"""
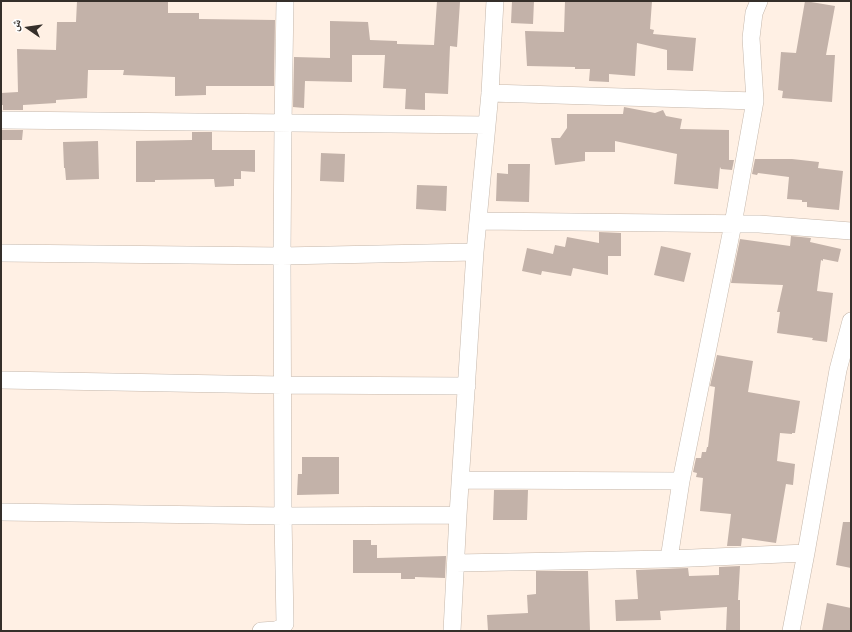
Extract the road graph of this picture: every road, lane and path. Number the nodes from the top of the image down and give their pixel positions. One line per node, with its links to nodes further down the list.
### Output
1 (285, 1): 7 (street)
2 (495, 1): 4 (street)
3 (758, 1): 5 (street)
4 (490, 93): 5 (street); 8 (street)
5 (755, 101): 10 (street)
6 (1, 120): 7 (street)
7 (283, 124): 8 (street); 14 (street)
8 (487, 124): 9 (street)
9 (479, 221): 10 (street); 12 (street)
10 (733, 224): 11 (street); 21 (street)
11 (851, 231)
12 (475, 252): 14 (street); 19 (street)
13 (1, 253): 14 (street)
14 (282, 256): 18 (street)
15 (851, 321): 16 (street)
16 (845, 371): 25 (street)
17 (1, 380): 18 (street)
18 (282, 385): 19 (street); 24 (street)
19 (467, 386): 20 (street)
20 (461, 480): 21 (street); 23 (street)
21 (681, 481): 26 (street)
22 (1, 512): 24 (street)
23 (458, 515): 24 (street); 27 (street)
24 (283, 516): 28 (street)
25 (806, 553): 26 (street); 30 (street)
26 (669, 559): 27 (street)
27 (456, 563): 29 (street)
28 (261, 631)
29 (452, 631)
30 (791, 631)

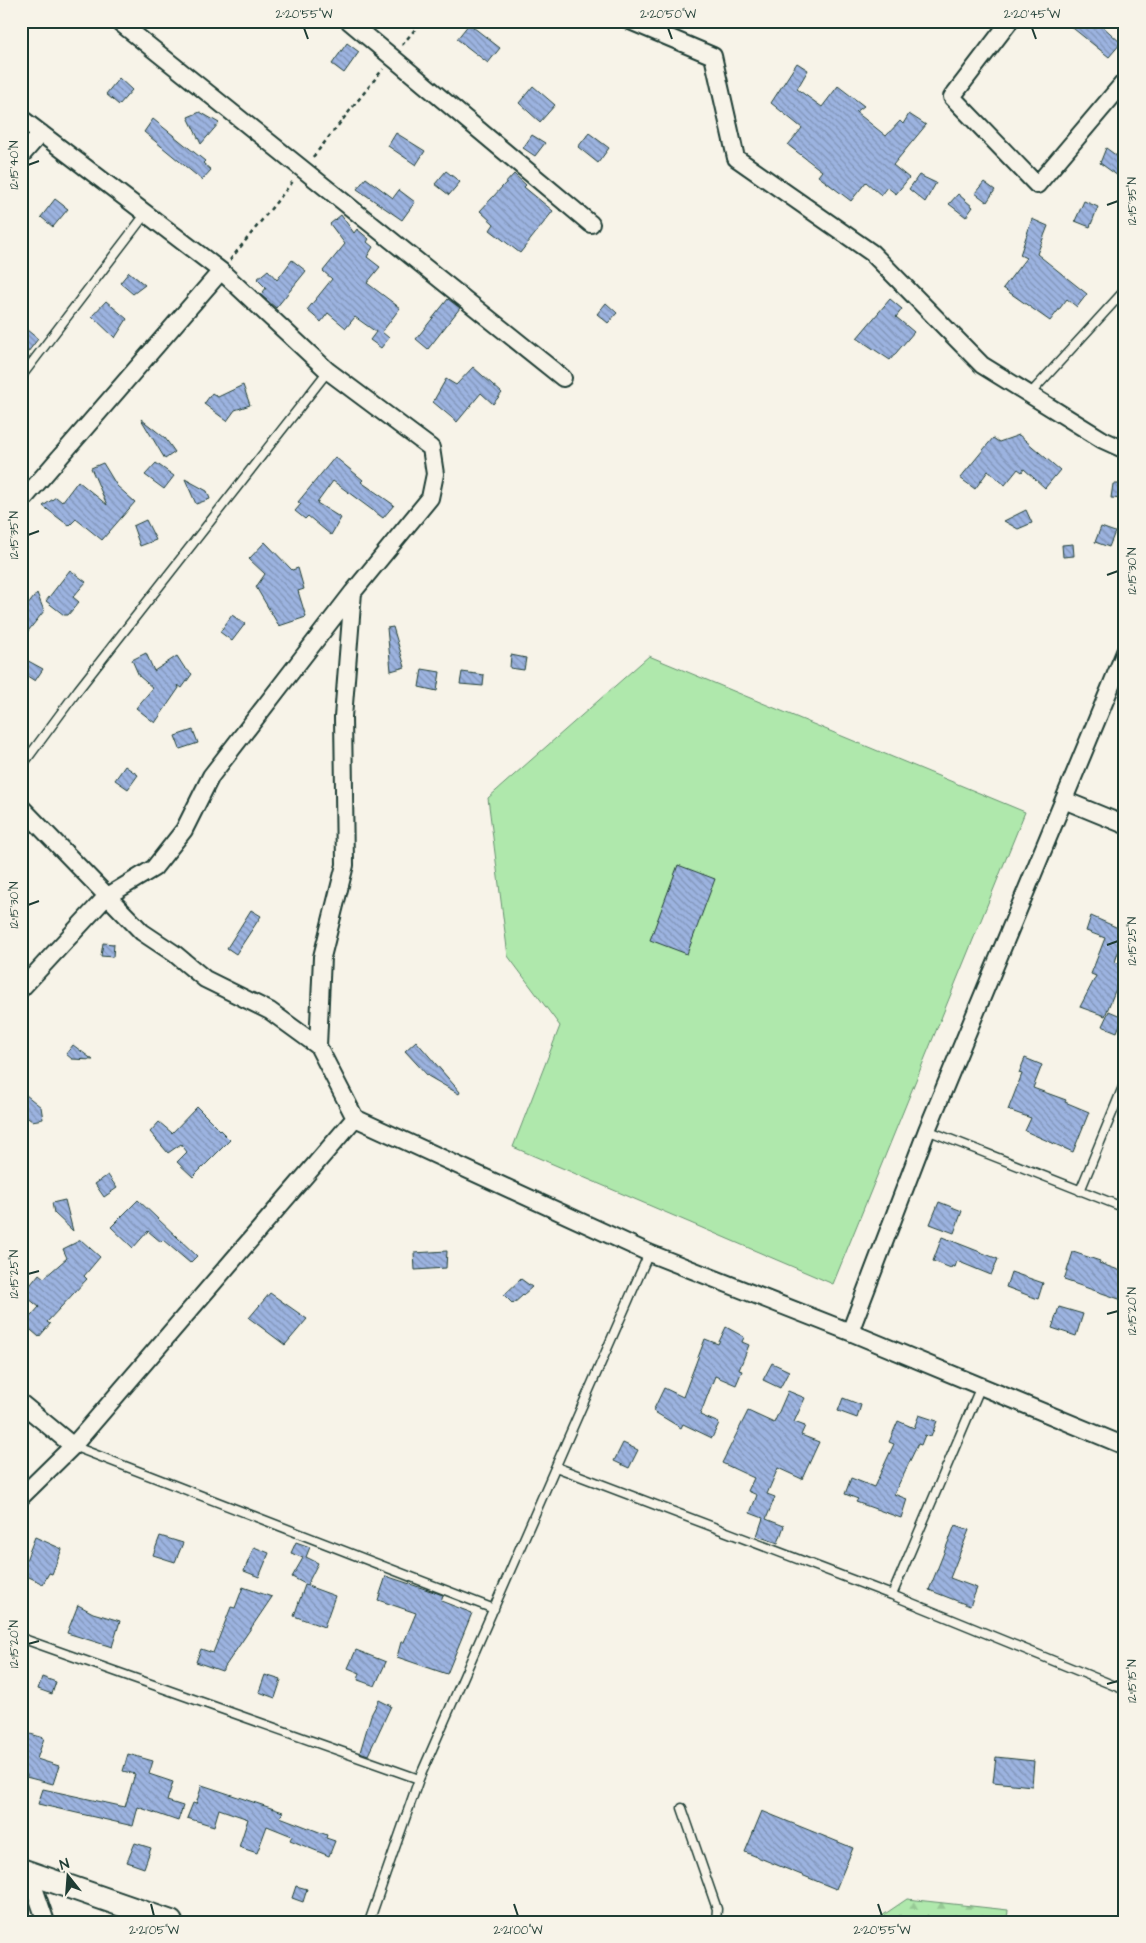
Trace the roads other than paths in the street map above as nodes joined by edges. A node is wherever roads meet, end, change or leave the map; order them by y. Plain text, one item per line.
1 (118, 21) edge
2 (349, 21) edge
3 (630, 21) edge
4 (1010, 21) edge
5 (1125, 81) edge
6 (21, 118) edge
7 (40, 133) junction
8 (21, 156) edge
9 (147, 212) junction
10 (591, 224) dead end
11 (221, 271) junction
12 (1125, 290) edge
13 (328, 372) junction
14 (21, 377) edge
15 (563, 378) dead end
16 (1030, 394) junction
17 (1125, 450) edge
18 (21, 502) edge
19 (353, 592) junction
20 (1125, 652) edge
21 (21, 767) edge
22 (1064, 800) junction
23 (21, 807) edge
24 (1125, 825) edge
25 (106, 897) junction
26 (21, 989) edge
27 (318, 1046) junction
28 (1125, 1082) edge
29 (355, 1118) junction
30 (927, 1130) junction
31 (1080, 1191) junction
32 (1125, 1208) edge
33 (649, 1254) junction
34 (850, 1332) junction
35 (981, 1386) junction
36 (21, 1403) edge
37 (73, 1446) junction
38 (1125, 1446) edge
39 (556, 1467) junction
40 (21, 1497) edge
41 (892, 1595) junction
42 (494, 1609) junction
43 (21, 1638) edge
44 (1125, 1690) edge
45 (419, 1780) junction
46 (682, 1808) dead end
47 (25, 1871) edge
48 (46, 1922) edge
49 (171, 1922) edge
50 (368, 1922) edge
51 (716, 1922) edge

1 - 15 street
2 - 10 street
3 - 16 street
4 - 5 street
6 - 7 street
7 - 8 street
7 - 9 street
9 - 11 street
9 - 14 lane
11 - 13 street
11 - 18 street
12 - 16 lane
13 - 19 street
13 - 21 lane
16 - 17 street
19 - 25 street
19 - 27 street
20 - 22 street
22 - 24 street
22 - 30 street
23 - 25 street
25 - 26 street
25 - 27 street
27 - 29 street
28 - 31 lane
29 - 33 street
29 - 37 street
30 - 31 lane
30 - 34 street
31 - 32 lane
33 - 34 street
33 - 39 lane
34 - 35 street
35 - 38 street
35 - 41 lane
36 - 37 street
37 - 40 street
37 - 42 lane
39 - 41 lane
39 - 42 lane
41 - 44 lane
42 - 45 lane
43 - 45 lane
45 - 50 lane
46 - 51 lane
47 - 48 street
47 - 49 street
"""
WHAT TO DO -
Gather and copy every line of the data in which the string "dead" is found.

ANSWER AREA -
10 (591, 224) dead end
15 (563, 378) dead end
46 (682, 1808) dead end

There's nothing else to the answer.